When I first asked the health minister about this early on, he said, our responsibility is toward our own citizens first, and once we’ve vaccinated enough of our own population, if we can, we’ll help. But just in the last few days, there’s been a bit of a turnaround because Israel did begin a campaign to vaccinate about 120,000 Palestinians who hold work permits to work inside Israel or in the settlements.
The Israeli authorities are portraying it as a kind of humanitarian thing. But of course, it’s also in Israel’s interests because diseases don’t have borders. The Palestinian workers come in and out on a daily basis and work together alongside the Israelis who may or may not be vaccinated and then go home to their families in the West Bank, who, for the most part, are still not vaccinated.
Tens of millions of doses of the AstraZeneca vaccine are sitting in manufacturing facilities in the United States, awaiting the results of the company’s U.S. clinical trials.
At the same time, the vaccine is already being deployed in more than 70 countries. Some are begging the U.S. for access to the stockpile.
What to do with the doses is the subject of a debate in the White House and among federal health officials, with some arguing the administration should let them go abroad where they are needed while others want to preserve the supply, hoping for regulatory authorization in the coming weeks. The White House’s hesitation is at least partly related to uncertainties with vaccine supply ahead of a self-imposed deadline in May, when President Biden promised that America would have enough vaccine doses for every adult.
To complicate matters, health authorities in Denmark, Norway and Iceland suspended use of the AstraZeneca’s vaccine today because of concerns that it may increase risk for blood clots. So far, there is no evidence of a causal link.
Some federal health officials are pushing the White House to make a decision in the next few weeks on whether to begin sending the AstraZeneca doses to other countries. But for now, tens of millions of doses are stuck in limbo.
One year later
On March 11, 2020, the World Health Organization declared the coronavirus a pandemic. One year later, writers, photographers and audio producers from The Times and elsewhere are looking back and sharing their stories of loss and disruption.
The Times Opinion section asked writers to reflect on a year with the pandemic and how it disrupted society.

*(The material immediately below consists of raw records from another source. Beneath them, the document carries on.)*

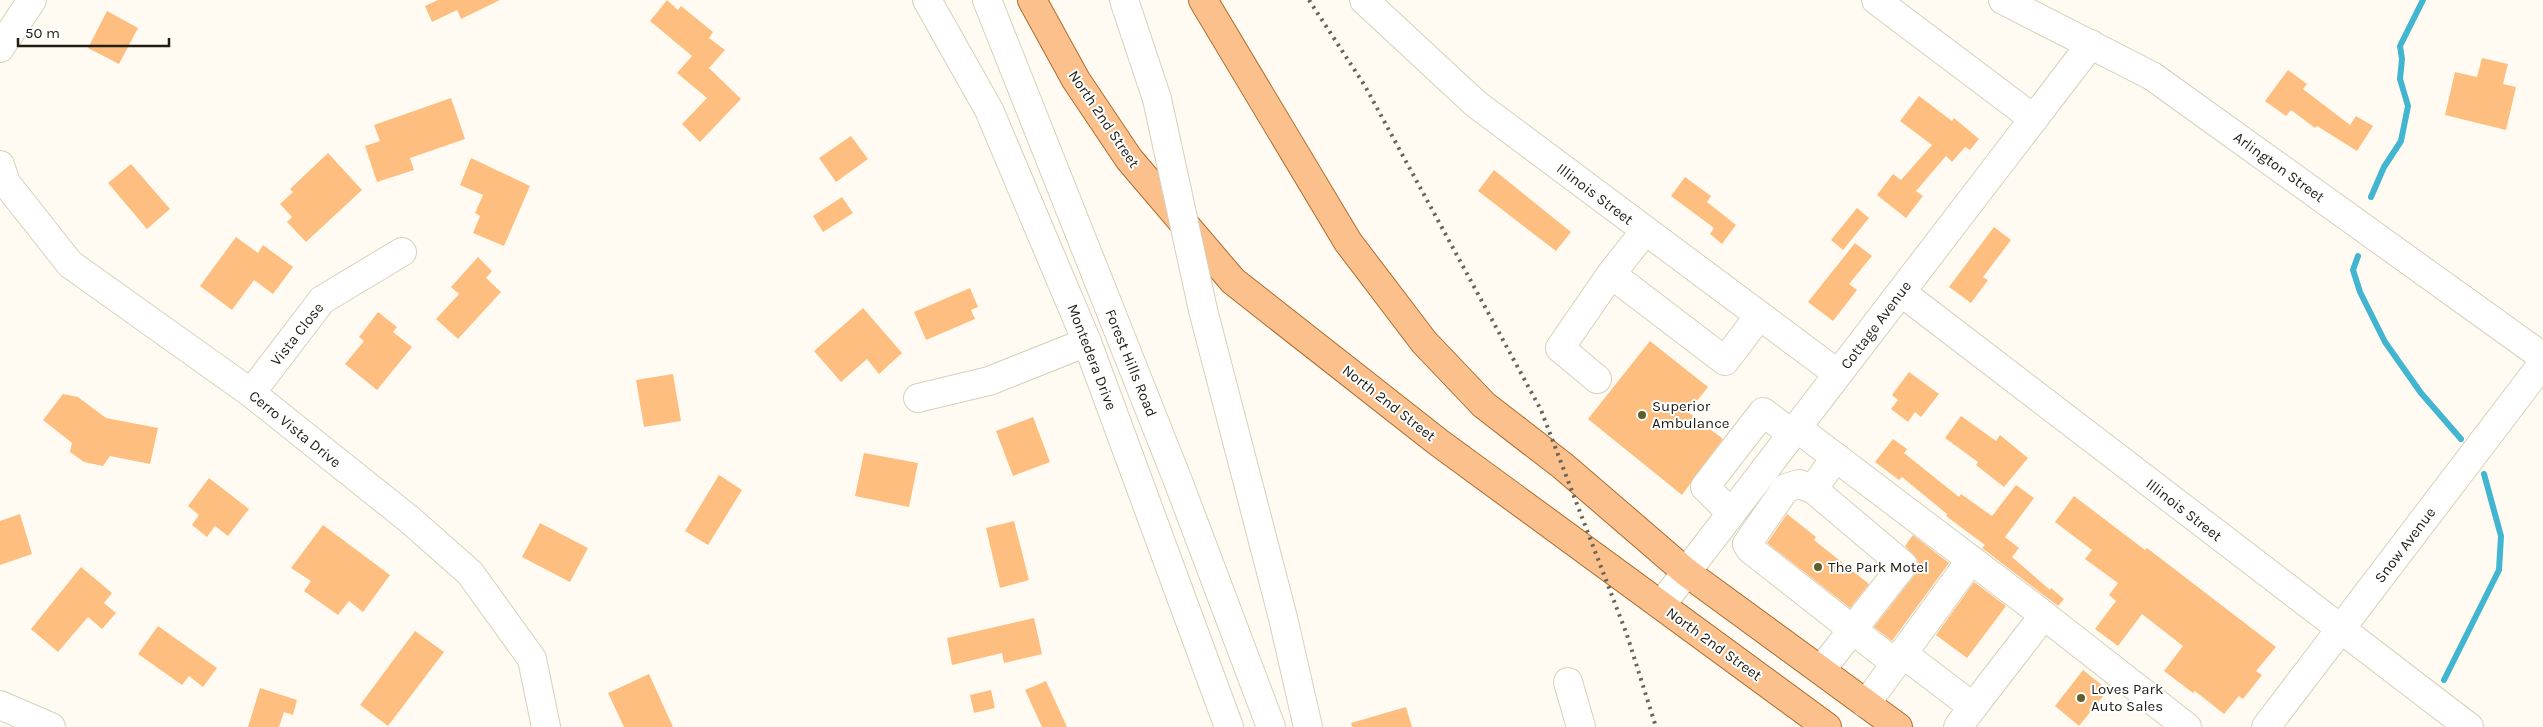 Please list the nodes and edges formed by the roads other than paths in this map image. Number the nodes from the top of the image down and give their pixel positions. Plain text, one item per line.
1 (32, 0) edge
2 (927, 0) edge
3 (987, 0) edge
4 (1032, 0) edge
5 (1124, 0) edge
6 (1203, 0) edge
7 (1364, 0) edge
8 (1876, 0) edge
9 (2003, 0) edge
10 (2091, 44) junction
11 (0, 48) edge
12 (2034, 119) junction
13 (0, 164) edge
14 (1645, 231) junction
15 (402, 252) dead end
16 (1611, 274) junction
17 (1901, 292) junction
18 (1759, 316) junction
19 (1087, 342) junction
20 (2543, 356) edge
21 (2543, 363) edge
22 (1838, 374) junction
23 (1597, 379) dead end
24 (251, 393) junction
25 (918, 398) dead end
26 (1795, 431) junction
27 (1836, 457) junction
28 (1724, 459) junction
29 (1756, 482) junction
30 (1813, 489) junction
31 (1729, 515) junction
32 (1752, 536) junction
33 (1971, 560) junction
34 (1686, 572) junction
35 (1661, 605) junction
36 (2044, 615) junction
37 (2341, 630) junction
38 (1852, 631) junction
39 (1898, 658) junction
40 (1820, 670) junction
41 (1568, 682) dead end
42 (1866, 704) junction
43 (0, 705) edge
44 (1966, 717) edge
45 (51, 727) edge
46 (546, 727) edge
47 (1229, 727) edge
48 (1270, 727) edge
49 (1308, 727) edge
50 (1580, 727) edge
51 (1827, 727) edge
52 (1898, 727) edge
53 (2187, 727) edge
54 (2266, 727) edge
55 (2469, 727) edge

1 - 11 street
2 - 19 street, Montedera Drive
3 - 48 street, Forest Hills Road
4 - 35 main road, North 2nd Street
5 - 49 street, bridge
6 - 34 main road
7 - 14 street, Illinois Street
8 - 12 street
9 - 10 street, Arlington Street
10 - 12 street, Cottage Avenue
10 - 20 street, Arlington Street
12 - 17 street, Cottage Avenue
13 - 24 street, Cerro Vista Drive
14 - 16 street
14 - 18 street, Illinois Street
15 - 24 street, Vista Close
16 - 18 street
16 - 23 street
17 - 22 street, Cottage Avenue
17 - 37 street, Illinois Street
18 - 22 street, Illinois Street
19 - 25 street
19 - 47 street, Montedera Drive
21 - 37 street, Snow Avenue
22 - 26 street, Cottage Avenue
24 - 46 street, Cerro Vista Drive
26 - 27 street
26 - 28 street
26 - 29 street, Cottage Avenue
27 - 30 street
27 - 33 street
28 - 29 street
28 - 31 street
29 - 31 street, Cottage Avenue
30 - 32 street
30 - 38 street
31 - 32 street
31 - 34 street, Cottage Avenue
32 - 38 street
33 - 36 street
33 - 39 street
34 - 35 street, Cottage Avenue
34 - 40 main road
35 - 51 main road, North 2nd Street
36 - 44 street
36 - 53 street
37 - 54 street, Snow Avenue
37 - 55 street, Illinois Street
38 - 39 street
38 - 40 street
39 - 42 street
39 - 44 street
40 - 42 main road
41 - 50 street
42 - 52 main road
43 - 45 street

Submissions include essays from an E.M.T. who wrote about the first few months in New York, a novelist who captures the terror, confusion and possibility of the early days, and 27 readers who shared the moments when they knew the pandemic would forever change their lives.
One in three Americans knows someone who died from the coronavirus. The Times collected stories from the people the pandemic left behind.
A photographer explored how New York City changed as its economy frayed and the virus took hold. Teenagers also recounted their unique challenges in words, photos and videos.
The New Yorker collected experiences of the pandemic from across the world, from Brazil to Rwanda.
NPR looked back at the start of the pandemic in a conversation with essential workers and the E.R. doctor who diagnosed New York City’s first case of the virus.
In the U.S., QAnon groups have begun to attack coronavirus vaccines, falsely claiming they are bioweapons that leaders will use for social control, The Washington Post reports.
Amid swirling misinformation, Ukraine has struggled to persuade residents to get vaccinated.